Exercise -
Repeat the data that follows in full. Do not include the pictures.

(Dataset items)
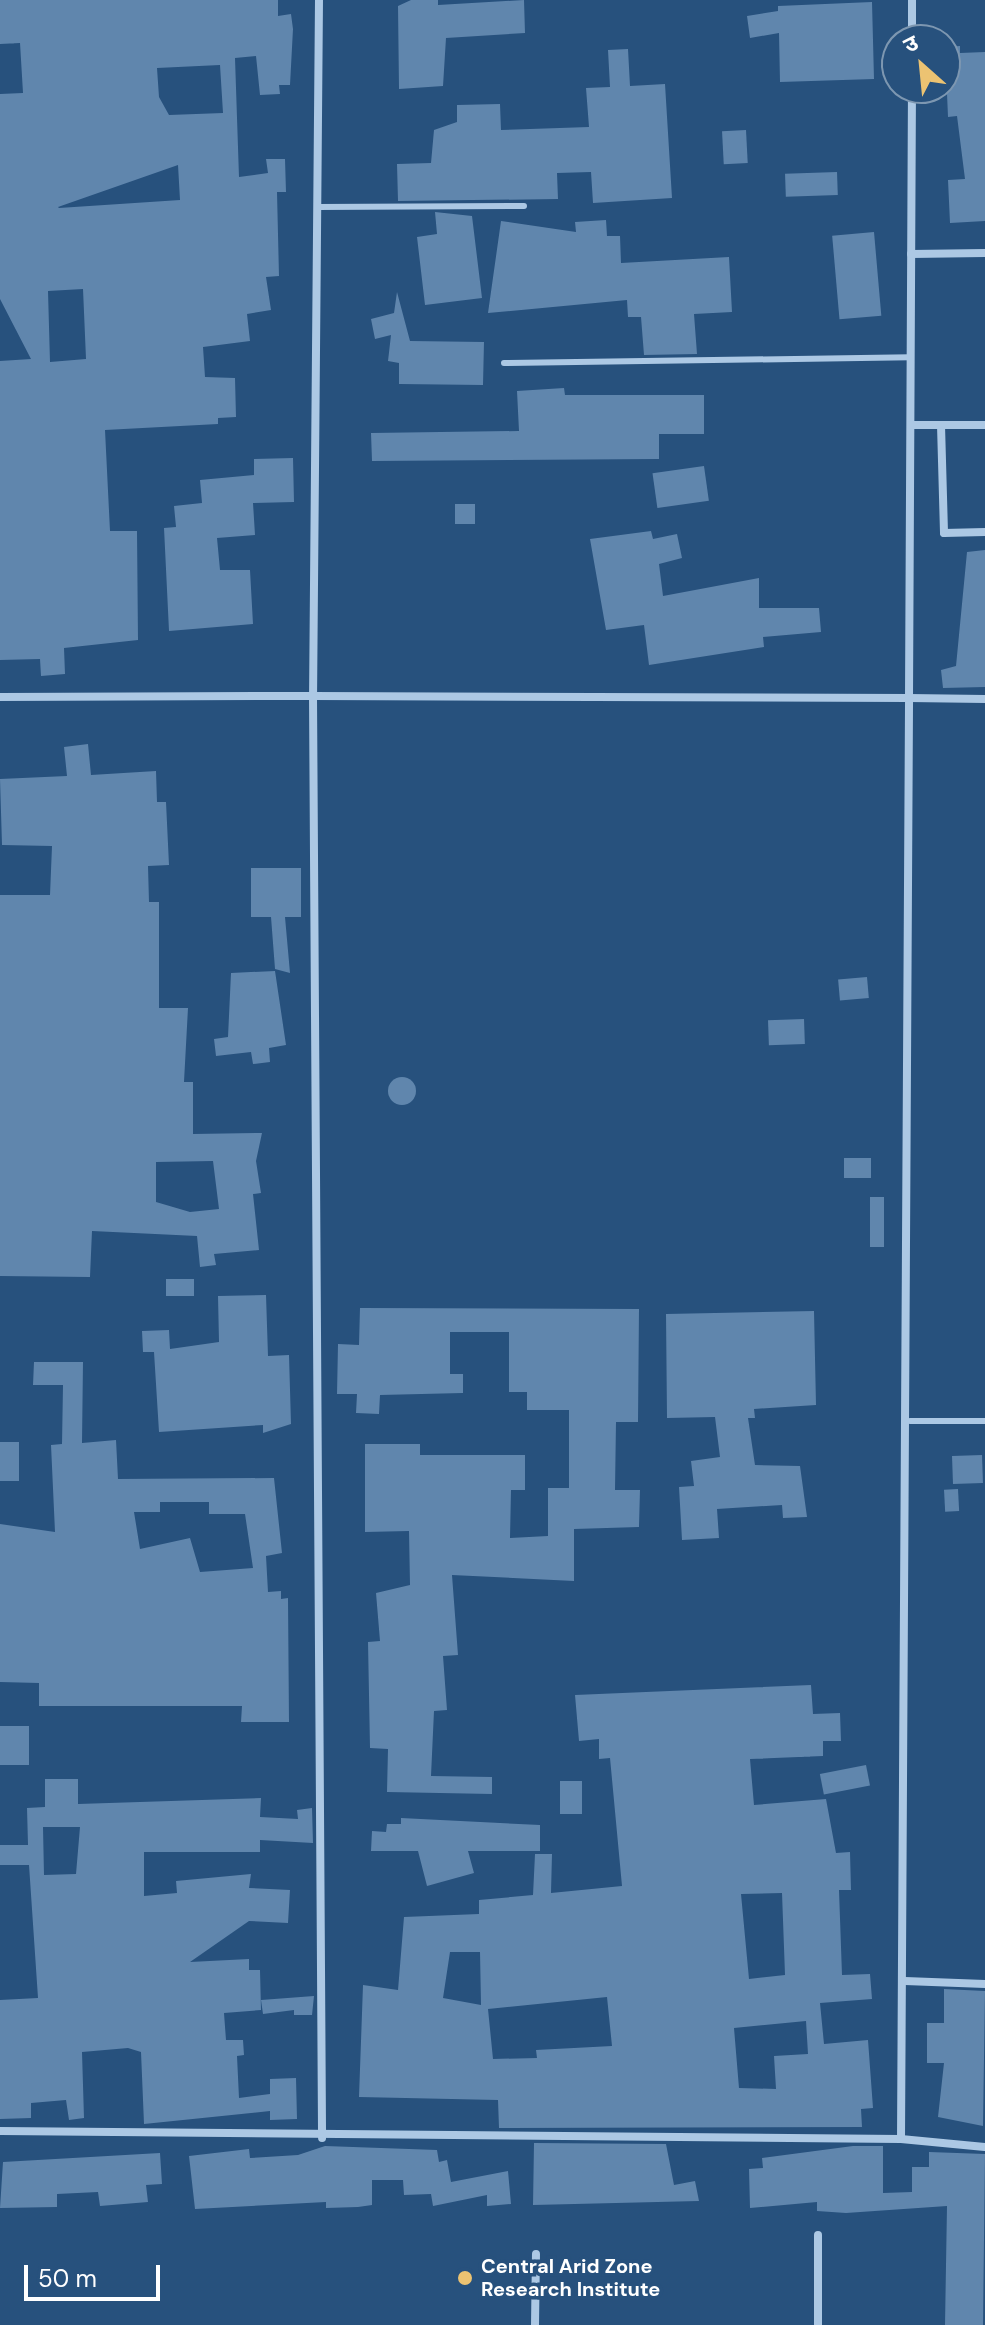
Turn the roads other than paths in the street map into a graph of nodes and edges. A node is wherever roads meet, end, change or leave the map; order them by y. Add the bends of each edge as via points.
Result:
1 (319, 0) edge
2 (912, 0) edge
3 (912, 24) edge
4 (912, 104) edge
5 (524, 206) dead end
6 (317, 207) junction
7 (985, 253) edge
8 (911, 254) junction
9 (910, 357) junction
10 (504, 363) dead end
11 (911, 425) junction
12 (941, 425) junction
13 (985, 425) edge
14 (985, 532) edge
15 (313, 696) junction
16 (0, 697) edge
17 (909, 698) junction
18 (985, 699) edge
19 (910, 1421) junction
20 (985, 1421) edge
21 (905, 1981) junction
22 (985, 1984) edge
23 (0, 2131) edge
24 (322, 2138) junction
25 (901, 2139) junction
26 (985, 2147) edge
27 (818, 2235) dead end
28 (536, 2254) dead end
29 (535, 2325) edge
30 (818, 2325) edge

1 - 6 street
2 - 3 street
4 - 8 street
5 - 6 lane
6 - 15 street
7 - 8 street
8 - 9 street
9 - 10 lane
9 - 11 street
11 - 12 street
11 - 17 street
12 - 13 street
12 - 14 street via 944,533
15 - 16 street
15 - 17 street
15 - 24 street
17 - 18 street
17 - 19 street
19 - 20 lane
19 - 21 street
21 - 22 street
21 - 25 street
23 - 24 street
24 - 25 street
25 - 26 street
27 - 30 street
28 - 29 street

Response to the exercise -
Turn the roads other than paths in the street map into a graph of nodes and edges. A node is wherever roads meet, end, change or leave the map; order them by y. Add the bends of each edge as via points.
Result:
1 (319, 0) edge
2 (912, 0) edge
3 (912, 24) edge
4 (912, 104) edge
5 (524, 206) dead end
6 (317, 207) junction
7 (985, 253) edge
8 (911, 254) junction
9 (910, 357) junction
10 (504, 363) dead end
11 (911, 425) junction
12 (941, 425) junction
13 (985, 425) edge
14 (985, 532) edge
15 (313, 696) junction
16 (0, 697) edge
17 (909, 698) junction
18 (985, 699) edge
19 (910, 1421) junction
20 (985, 1421) edge
21 (905, 1981) junction
22 (985, 1984) edge
23 (0, 2131) edge
24 (322, 2138) junction
25 (901, 2139) junction
26 (985, 2147) edge
27 (818, 2235) dead end
28 (536, 2254) dead end
29 (535, 2325) edge
30 (818, 2325) edge

1 - 6 street
2 - 3 street
4 - 8 street
5 - 6 lane
6 - 15 street
7 - 8 street
8 - 9 street
9 - 10 lane
9 - 11 street
11 - 12 street
11 - 17 street
12 - 13 street
12 - 14 street via 944,533
15 - 16 street
15 - 17 street
15 - 24 street
17 - 18 street
17 - 19 street
19 - 20 lane
19 - 21 street
21 - 22 street
21 - 25 street
23 - 24 street
24 - 25 street
25 - 26 street
27 - 30 street
28 - 29 street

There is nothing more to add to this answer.